**TASK PROMPT:** Every line of the records below that holds the word "roads" should be copied out.

**DATA EXCERPTS:**
__________
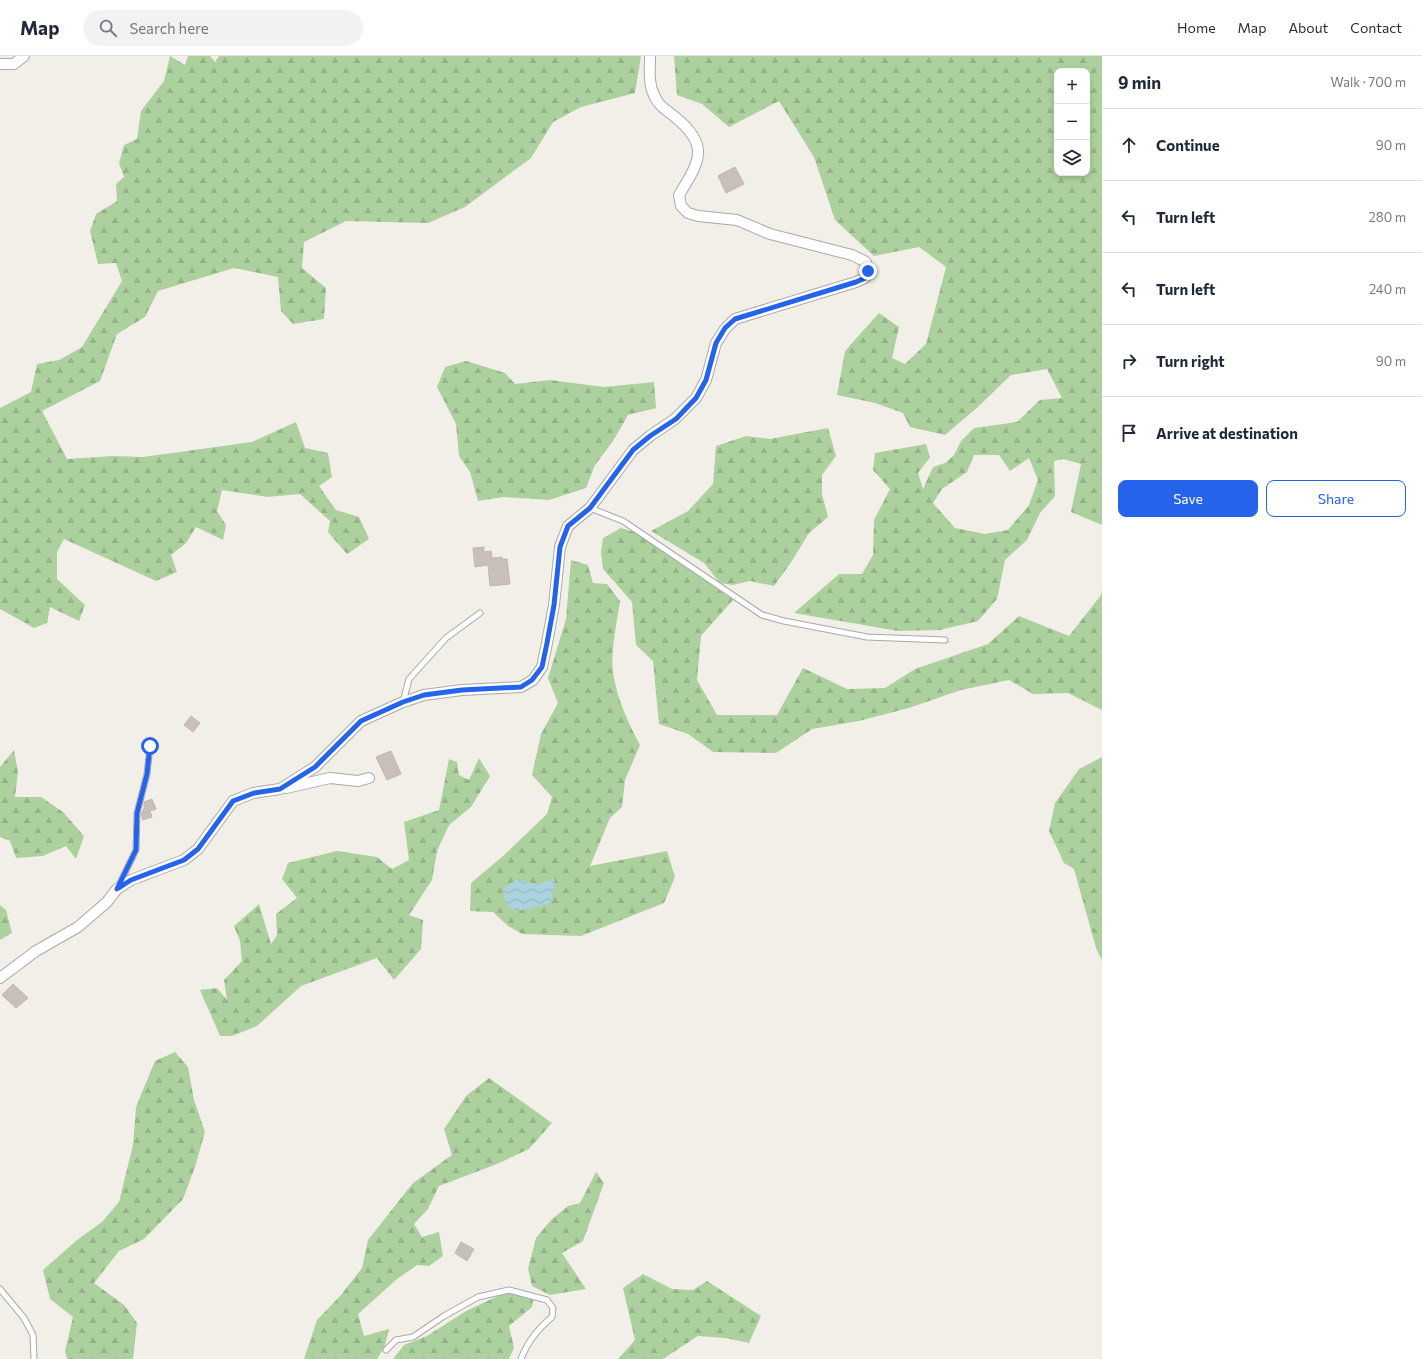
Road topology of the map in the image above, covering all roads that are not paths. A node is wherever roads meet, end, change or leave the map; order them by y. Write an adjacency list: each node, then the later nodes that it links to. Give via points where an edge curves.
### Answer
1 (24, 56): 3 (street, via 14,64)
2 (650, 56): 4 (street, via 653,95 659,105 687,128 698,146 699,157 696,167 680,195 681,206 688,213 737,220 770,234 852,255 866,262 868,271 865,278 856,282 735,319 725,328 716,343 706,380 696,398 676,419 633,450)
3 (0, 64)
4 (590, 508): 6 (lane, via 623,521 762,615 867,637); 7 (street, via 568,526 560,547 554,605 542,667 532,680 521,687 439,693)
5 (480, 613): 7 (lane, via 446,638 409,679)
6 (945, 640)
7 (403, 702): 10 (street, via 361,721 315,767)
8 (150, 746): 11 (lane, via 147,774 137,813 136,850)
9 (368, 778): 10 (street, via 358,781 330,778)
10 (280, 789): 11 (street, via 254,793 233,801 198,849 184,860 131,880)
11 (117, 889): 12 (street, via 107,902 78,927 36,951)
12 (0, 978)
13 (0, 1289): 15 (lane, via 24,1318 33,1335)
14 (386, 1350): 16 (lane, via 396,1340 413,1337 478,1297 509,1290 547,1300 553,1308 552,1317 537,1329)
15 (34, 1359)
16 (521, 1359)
__________
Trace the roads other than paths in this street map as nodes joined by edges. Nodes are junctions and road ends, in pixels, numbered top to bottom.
__________
**RESPONSE BOX:**
Road topology of the map in the image above, covering all roads that are not paths. A node is wherever roads meet, end, change or leave the map; order them by y. Write an adjacency list: each node, then the later nodes that it links to. Give via points where an edge curves.
Trace the roads other than paths in this street map as nodes joined by edges. Nodes are junctions and road ends, in pixels, numbered top to bottom.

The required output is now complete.